Three different low molecular weight nematic liquid crystals (LCs) were used to impregnate bacterial cellulose (BC) film. This simple fabrication pathway allows to obtain highly transparent BC based films. The coating of BC film with different liquid crystals changed transmittance spectra in ultraviolet-visible region and allows to design UVC and UVB shielding materials. Atomic force microscopy results confirmed that liquid crystals coated BC films maintain highly interconnected three-dimensional network characteristic of BC film and simultaneously, transversal cross-section scanning electron microscopy images indicated penetration of liquid crystals through the three-dimensional network of BC nanofibers. Investigated BC films maintain nematic liquid crystal properties being switchable photoluminiscence as a function of temperature during repeatable heating/cooling cycles. Conductive response of the liquid crystal coated BC films was proved by tunneling atomic force microscopy measurement. Moreover, liquid crystal coated BC films maintain thermal stability and mechanical properties of the BC film. Designed thermoresponsive materials possessed interesting optical and conductive properties opening a novel simple pathway of fabrication liquid crystal coated BC films with tuneable properties.

Komagataeibacter rhaeticus as an alternative bacteria for cellulose production.

A strain isolated from Kombucha tea was isolated and used as an alternative bacterium for the biosynthesis of bacterial cellulose (BC). In this study, BC generated by this novel bacterium was compared to Gluconacetobacter xylinus biosynthesized BC. Kinetic studies reveal that Komagataeibacter rhaeticus was a viable bacterium to produce BC according to yield, thickness and water holding capacity data. Physicochemical properties of BC membranes were investigated by UV-vis and Fourier transform infrared spectroscopies (FTIR), thermogravimetrical analysis (TGA) and X-ray diffraction (XRD).
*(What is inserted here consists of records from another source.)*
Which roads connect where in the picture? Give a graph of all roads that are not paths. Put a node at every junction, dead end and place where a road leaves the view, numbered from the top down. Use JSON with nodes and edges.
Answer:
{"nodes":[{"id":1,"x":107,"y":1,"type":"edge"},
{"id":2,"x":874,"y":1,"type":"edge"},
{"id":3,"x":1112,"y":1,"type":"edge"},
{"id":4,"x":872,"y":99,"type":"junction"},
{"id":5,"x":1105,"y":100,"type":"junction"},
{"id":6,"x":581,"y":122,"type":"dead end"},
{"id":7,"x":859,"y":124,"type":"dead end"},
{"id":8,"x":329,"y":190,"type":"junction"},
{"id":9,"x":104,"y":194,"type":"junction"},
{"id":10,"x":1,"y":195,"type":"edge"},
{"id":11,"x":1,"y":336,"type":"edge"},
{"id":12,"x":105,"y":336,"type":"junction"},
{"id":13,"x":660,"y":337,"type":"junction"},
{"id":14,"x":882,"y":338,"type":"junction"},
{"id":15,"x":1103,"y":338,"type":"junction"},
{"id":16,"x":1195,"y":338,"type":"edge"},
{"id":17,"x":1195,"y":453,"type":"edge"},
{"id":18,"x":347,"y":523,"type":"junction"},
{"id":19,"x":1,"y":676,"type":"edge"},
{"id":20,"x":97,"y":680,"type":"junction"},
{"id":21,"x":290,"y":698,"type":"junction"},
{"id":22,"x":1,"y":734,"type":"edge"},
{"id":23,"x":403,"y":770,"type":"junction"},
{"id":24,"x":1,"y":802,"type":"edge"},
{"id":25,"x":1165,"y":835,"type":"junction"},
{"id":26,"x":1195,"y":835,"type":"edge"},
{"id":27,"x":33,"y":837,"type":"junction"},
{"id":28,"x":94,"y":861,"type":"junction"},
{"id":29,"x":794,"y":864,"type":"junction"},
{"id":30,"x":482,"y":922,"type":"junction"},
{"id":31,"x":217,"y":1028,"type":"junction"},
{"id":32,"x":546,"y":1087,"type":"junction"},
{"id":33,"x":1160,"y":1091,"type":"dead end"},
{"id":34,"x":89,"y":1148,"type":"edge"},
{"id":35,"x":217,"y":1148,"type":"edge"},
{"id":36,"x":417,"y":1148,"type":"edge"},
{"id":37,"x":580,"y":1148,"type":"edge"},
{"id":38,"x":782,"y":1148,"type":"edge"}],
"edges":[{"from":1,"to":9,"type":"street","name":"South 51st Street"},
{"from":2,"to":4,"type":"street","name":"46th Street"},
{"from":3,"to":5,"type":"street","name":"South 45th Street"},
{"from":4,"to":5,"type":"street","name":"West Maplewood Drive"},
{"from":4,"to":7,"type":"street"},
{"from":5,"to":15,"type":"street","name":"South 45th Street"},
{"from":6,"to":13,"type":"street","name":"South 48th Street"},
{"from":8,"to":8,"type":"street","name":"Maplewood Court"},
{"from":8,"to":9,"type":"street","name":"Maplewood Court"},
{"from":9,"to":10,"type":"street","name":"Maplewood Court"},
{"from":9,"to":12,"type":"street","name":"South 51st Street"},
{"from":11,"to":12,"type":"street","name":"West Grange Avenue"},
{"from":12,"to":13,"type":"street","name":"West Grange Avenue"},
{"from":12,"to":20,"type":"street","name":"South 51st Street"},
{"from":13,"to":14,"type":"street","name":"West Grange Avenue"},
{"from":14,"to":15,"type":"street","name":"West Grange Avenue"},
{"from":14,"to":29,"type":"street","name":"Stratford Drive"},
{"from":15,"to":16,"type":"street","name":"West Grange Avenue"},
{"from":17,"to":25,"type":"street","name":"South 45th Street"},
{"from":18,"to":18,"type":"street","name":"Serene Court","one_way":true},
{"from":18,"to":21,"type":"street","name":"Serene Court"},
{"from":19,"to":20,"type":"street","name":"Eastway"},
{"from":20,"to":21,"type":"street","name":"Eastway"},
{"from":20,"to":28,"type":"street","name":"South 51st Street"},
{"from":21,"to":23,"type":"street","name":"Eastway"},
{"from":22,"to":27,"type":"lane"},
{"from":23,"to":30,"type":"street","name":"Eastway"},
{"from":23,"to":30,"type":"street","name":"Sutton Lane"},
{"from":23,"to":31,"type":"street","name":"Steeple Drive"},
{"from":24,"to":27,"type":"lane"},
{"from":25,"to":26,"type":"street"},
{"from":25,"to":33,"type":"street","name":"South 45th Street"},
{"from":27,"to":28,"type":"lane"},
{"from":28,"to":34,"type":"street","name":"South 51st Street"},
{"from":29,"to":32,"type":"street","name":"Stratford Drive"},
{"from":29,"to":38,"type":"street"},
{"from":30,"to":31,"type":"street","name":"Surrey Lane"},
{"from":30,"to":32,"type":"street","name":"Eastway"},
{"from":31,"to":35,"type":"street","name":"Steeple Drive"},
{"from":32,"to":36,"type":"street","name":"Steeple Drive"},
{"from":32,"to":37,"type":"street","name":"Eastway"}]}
Additionally, scanning electron microscopy (SEM) and atomic force microscopy (AFM) were also used for morphological characterization. Mechanical properties at nano and macroscale were studied employing PeakForce quantitative nanomechanical property mapping (QNM) and dynamic mechanical analyzer (DMA), respectively. Results confirmed that BC membrane biosynthesized by Komagataeibacter rhaeticus had similar physicochemical, morphological and mechanical properties than BC membrane produced by Gluconacetobacter xylinus and can be widely used for the same applications.